Monday, December 11, 2017

Meditation Q&A

Recently, a few people have asked me about my meditation practice.  How and when I got started? How long did it take to start feeling the benefits? How much time do I dedicate?  How do I keep my mind from wandering?  I never feel like I can fully answer these questions because even though I started meditating regularly about 8 years ago, I feel like I still am just getting started.  There is so much more to meditating then I could ever explain in any amount of words.  This practice has fulfilled me in ways that has created an essentially magnificent transformation internally and a sweet and softer existence externally.
 
I wanted to dedicate some space here to offer somewhat of an answer to these questions since I have been asked.  I would love if my experience had even the smallest bit of impact on someone else’s.  My teachers have given me so much and spreading that light is so important to me.
 
When did you begin mediating?
As I’ve said, I began meditating about 8 years ago.  It began sporadically and then became more of a regular daily practice.  I would go through waves of consistent practice but would certainly fall into the excuses of not having enough time.  Recently, the change I have made is that it is no longer negotiable when it comes to time, and it is not an obligation but rather part of my existence.  Without a daily practice I move further away from my Self and entangled in the ever existent web of maya.  I think it is important to not put too much stress into the beginning or the end, but rather the fact that any effort does not go to waste.  I recommend starting small, being consistent, and allowing yourself to allow the practice to be set with  intention.  

How long did it take for you to see the benefits?
Unfortunately, for me when I began meditating it was not a good experience.  I wish I could say something differently here.  I have at times debilitating anxiety and when I first started meditating it would only increase my anxiety.  I would have very intense panic attacks throughout my meditation only to be interrupted by tears and “why me” statements.  A steady practice over time broke the constriction of my anxiety and I began to relax into the process.  So I could never answer this question with a statement that would make someone want to begin meditating.  What I would offer is that all of our experiences are different, and what is mine, may not be yours.

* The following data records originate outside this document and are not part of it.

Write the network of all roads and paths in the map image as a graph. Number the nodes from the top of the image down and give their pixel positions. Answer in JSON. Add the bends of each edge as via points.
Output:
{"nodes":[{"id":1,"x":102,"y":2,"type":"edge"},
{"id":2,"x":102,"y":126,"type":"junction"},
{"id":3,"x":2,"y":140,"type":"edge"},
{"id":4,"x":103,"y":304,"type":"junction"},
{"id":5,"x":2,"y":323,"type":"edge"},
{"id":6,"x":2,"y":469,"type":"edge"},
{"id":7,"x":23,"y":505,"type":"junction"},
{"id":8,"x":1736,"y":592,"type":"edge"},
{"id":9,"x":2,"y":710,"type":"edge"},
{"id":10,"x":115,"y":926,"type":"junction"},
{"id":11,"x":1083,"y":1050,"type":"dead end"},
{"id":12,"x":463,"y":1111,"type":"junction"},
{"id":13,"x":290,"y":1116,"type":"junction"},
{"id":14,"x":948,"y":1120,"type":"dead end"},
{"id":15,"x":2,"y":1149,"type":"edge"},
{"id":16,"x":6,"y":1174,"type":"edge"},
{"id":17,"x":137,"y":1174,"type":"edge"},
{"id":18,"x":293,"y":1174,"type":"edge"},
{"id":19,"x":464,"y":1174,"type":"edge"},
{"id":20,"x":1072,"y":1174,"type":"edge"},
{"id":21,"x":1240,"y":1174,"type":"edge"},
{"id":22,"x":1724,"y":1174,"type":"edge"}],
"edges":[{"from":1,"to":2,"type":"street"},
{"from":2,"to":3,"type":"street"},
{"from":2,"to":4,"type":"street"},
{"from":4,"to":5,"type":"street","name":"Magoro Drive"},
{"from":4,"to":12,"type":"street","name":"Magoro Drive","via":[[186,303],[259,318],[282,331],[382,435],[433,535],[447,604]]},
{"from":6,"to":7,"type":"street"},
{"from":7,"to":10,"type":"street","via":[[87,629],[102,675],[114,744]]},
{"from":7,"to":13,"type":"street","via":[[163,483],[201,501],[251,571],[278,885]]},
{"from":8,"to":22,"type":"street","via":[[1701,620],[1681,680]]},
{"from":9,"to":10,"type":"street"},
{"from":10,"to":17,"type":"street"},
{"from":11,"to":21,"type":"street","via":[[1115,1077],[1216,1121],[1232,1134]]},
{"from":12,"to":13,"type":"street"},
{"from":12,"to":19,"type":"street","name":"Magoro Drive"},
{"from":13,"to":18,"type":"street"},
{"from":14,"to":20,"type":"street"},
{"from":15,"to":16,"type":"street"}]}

I believe that even when it does not feel necessarily good the benefits should still be considered.  But rather, what acknowledgements are being brought to the surface and what are you to with them.

How much time do you dedicate?
How much time I dedicate now is certainly different from when I started.  When I began I would try to meditate at least 20 min a day.  I never set a schedule as to when this would happen and I would always fall into the reality that it got pushed out for the “more important” things.  Changing this mindset was the most important change I have made to my practice thus far.  
Every morning I wake up at 5am to begin my meditation.  First I complete japa meditation for about 30-40 min (usually about 4 rounds on the beads) and then I read part of sacred texts (right now the Bhagavad Gita) to begin a quiet sitting meditation. I use the text as my tool for when my mind wanders.  When it wanders I pull it back to the verse(s) that I read to focus my intentions for the day.  

Does your mind wander?
When it comes to answering the question regarding, how do I keep my mind from wandering, the answer is that I don’t.  I am more accepting now to this process than ever before.  Your mind will wander and this is okay.  Being able to bring it back is the practice.  The more you practice the easier this becomes.  Some days it is easy, some not so much.  I do find that mantra and intentions are very instrumental in cultivating focus. 



I hope this is helpful to those that have asked and to those that are interested in a meditation practice.  If I can offer any advice to this practice is that becomes a joyful constant rather than an obligation and that you hold it closely as entirely yours.